List, from the lines below, each one with "order" in it.

[Stored data entries]
━━━

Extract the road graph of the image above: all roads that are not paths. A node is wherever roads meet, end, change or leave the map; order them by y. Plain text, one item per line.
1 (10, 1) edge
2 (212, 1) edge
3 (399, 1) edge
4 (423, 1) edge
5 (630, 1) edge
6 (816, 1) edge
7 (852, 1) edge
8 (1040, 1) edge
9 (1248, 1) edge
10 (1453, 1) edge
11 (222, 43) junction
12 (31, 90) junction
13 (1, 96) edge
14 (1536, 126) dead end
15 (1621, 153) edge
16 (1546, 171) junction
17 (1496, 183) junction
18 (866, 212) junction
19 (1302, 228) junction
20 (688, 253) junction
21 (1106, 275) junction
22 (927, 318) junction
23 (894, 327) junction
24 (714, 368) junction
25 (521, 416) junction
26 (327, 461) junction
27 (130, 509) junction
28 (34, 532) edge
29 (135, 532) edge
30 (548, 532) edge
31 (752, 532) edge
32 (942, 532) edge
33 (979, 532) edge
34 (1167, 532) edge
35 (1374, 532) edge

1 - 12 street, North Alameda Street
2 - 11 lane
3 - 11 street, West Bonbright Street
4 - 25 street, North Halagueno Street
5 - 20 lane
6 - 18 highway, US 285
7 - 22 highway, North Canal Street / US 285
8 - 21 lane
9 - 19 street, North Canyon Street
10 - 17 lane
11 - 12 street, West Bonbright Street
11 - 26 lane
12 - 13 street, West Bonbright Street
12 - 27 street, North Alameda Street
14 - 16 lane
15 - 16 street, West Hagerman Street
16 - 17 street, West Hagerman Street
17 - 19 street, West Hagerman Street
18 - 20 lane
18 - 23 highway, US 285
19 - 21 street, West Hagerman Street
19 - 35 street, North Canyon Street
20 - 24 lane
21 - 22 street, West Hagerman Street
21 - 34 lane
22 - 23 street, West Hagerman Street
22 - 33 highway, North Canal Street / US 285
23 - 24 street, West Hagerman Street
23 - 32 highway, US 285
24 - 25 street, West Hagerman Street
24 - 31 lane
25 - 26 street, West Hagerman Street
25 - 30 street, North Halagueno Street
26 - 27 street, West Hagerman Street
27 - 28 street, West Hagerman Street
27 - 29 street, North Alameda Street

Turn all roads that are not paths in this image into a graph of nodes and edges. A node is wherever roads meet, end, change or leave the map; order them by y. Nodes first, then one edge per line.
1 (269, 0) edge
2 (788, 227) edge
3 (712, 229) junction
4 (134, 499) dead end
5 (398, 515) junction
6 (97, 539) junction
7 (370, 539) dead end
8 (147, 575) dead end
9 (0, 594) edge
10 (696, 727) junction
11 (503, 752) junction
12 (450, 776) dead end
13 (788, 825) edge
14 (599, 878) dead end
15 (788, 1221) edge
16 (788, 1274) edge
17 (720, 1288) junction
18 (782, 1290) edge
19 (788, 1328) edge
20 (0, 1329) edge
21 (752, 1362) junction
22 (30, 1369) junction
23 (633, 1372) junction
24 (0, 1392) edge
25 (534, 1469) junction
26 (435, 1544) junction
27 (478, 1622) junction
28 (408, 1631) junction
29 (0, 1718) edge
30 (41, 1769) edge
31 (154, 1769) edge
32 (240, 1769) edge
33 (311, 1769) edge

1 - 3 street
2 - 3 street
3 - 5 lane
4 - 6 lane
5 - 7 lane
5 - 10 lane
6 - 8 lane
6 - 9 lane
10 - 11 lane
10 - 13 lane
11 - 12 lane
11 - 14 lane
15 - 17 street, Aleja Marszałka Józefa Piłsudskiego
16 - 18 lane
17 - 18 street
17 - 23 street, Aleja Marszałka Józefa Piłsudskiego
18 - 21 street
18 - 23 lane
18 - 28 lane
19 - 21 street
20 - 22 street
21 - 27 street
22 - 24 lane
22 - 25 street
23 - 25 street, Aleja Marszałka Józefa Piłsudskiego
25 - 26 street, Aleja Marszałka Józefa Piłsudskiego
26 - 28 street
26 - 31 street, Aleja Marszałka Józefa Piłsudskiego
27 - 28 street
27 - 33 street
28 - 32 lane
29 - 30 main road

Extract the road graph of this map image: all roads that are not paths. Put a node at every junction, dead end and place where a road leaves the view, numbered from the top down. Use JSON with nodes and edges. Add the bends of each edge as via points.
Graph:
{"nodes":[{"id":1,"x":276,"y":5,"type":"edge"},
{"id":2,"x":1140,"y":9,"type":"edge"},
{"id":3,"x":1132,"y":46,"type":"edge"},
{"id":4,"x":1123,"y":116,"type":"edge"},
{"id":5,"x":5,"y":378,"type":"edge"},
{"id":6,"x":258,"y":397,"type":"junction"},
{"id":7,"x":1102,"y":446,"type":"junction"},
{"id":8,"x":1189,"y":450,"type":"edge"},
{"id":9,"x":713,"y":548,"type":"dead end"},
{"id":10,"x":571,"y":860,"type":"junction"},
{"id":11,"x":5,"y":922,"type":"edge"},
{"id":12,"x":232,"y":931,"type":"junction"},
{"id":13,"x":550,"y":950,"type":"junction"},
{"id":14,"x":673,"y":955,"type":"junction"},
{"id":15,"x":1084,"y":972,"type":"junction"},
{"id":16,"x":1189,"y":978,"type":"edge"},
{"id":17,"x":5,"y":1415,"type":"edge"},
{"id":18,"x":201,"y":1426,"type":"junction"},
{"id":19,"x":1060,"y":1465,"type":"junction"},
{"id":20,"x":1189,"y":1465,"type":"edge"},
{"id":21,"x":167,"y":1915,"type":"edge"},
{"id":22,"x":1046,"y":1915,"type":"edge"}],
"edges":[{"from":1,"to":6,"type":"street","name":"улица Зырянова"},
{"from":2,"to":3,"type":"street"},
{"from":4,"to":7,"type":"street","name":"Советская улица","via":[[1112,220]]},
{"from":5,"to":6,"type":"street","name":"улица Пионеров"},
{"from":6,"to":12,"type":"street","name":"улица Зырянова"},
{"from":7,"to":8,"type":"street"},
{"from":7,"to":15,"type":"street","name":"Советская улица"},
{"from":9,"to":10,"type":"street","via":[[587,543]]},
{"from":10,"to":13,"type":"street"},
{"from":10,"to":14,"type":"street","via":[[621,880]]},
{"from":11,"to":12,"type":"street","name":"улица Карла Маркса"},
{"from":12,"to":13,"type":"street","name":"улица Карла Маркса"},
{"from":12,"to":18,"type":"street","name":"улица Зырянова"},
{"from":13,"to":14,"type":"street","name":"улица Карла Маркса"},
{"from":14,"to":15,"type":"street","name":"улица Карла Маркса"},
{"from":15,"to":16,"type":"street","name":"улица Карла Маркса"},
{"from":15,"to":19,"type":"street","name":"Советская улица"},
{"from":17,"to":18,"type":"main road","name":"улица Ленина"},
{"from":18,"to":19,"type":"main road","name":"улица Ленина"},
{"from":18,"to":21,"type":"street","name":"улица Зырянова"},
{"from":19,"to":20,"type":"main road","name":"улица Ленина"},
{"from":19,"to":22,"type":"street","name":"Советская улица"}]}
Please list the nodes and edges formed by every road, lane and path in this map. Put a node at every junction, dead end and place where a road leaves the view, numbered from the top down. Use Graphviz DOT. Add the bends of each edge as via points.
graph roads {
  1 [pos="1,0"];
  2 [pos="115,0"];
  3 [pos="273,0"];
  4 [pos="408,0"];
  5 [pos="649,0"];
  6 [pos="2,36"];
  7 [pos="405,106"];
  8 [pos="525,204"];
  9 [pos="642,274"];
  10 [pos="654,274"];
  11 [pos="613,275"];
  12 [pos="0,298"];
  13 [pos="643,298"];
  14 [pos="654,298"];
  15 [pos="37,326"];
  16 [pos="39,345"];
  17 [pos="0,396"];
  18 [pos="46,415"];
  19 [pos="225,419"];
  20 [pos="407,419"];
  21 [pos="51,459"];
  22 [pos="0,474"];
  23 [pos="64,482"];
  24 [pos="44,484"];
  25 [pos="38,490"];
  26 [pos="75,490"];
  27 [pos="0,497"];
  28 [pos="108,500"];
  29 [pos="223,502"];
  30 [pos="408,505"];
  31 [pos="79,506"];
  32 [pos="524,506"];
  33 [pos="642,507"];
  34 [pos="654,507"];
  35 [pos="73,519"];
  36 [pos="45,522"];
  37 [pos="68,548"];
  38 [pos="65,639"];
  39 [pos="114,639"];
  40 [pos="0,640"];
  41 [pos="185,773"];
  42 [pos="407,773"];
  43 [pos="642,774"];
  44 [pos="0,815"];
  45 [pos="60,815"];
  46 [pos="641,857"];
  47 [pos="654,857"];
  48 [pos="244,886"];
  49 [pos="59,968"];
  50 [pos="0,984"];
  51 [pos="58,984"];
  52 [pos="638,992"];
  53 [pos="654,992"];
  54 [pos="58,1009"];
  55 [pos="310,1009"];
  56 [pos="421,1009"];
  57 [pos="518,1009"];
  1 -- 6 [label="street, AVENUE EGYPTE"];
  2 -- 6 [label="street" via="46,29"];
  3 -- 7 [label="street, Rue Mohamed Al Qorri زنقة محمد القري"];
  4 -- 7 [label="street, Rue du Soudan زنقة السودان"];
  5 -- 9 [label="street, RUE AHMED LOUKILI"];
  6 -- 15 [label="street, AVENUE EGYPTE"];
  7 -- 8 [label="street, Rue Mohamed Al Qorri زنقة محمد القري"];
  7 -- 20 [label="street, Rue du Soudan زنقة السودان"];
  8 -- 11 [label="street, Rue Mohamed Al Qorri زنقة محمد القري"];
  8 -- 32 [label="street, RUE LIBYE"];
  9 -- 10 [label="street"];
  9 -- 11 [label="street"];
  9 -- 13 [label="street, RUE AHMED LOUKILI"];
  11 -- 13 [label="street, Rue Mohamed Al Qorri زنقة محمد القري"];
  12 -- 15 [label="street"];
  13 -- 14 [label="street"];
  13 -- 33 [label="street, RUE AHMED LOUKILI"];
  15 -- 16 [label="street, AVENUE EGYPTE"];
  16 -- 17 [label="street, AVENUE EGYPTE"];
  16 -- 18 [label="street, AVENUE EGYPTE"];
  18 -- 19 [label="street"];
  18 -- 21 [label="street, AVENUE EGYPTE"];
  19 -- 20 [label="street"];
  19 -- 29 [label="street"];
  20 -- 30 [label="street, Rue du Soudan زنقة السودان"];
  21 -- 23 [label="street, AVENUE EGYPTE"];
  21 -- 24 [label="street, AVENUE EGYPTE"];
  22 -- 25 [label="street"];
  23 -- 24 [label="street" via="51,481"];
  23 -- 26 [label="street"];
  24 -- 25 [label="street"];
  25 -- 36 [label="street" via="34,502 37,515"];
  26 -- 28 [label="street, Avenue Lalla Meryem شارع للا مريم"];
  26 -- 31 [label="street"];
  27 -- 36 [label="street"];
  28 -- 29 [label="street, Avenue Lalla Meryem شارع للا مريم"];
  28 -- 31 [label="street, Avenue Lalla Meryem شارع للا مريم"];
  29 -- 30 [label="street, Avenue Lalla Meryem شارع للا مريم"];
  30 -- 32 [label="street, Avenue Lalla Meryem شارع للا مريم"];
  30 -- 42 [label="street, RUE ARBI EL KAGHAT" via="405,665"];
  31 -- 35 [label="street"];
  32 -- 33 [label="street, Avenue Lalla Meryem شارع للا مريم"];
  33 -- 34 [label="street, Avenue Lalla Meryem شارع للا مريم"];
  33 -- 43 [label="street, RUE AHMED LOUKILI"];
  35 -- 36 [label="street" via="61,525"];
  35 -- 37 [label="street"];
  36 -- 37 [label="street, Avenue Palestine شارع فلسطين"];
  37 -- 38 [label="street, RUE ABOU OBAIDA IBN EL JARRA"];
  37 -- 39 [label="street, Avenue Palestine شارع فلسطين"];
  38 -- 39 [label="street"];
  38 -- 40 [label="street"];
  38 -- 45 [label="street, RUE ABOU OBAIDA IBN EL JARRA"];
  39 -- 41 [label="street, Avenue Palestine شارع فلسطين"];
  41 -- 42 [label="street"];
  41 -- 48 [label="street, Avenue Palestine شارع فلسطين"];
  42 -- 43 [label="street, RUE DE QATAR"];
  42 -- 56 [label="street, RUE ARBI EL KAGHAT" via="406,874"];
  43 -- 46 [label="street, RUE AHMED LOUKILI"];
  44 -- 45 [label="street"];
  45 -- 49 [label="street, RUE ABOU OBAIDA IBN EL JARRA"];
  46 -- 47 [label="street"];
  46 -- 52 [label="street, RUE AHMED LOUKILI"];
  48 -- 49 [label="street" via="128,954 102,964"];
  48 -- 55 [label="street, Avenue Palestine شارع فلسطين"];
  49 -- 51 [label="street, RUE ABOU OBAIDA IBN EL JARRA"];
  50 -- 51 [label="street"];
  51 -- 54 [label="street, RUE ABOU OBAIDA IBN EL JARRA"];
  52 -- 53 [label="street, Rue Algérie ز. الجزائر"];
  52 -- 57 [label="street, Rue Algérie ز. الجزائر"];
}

━━━

Task answer
Extract the road graph of the image above: all roads that are not paths. A node is wherever roads meet, end, change or leave the map; order them by y. Plain text, one item per line.
Turn all roads that are not paths in this image into a graph of nodes and edges. A node is wherever roads meet, end, change or leave the map; order them by y. Nodes first, then one edge per line.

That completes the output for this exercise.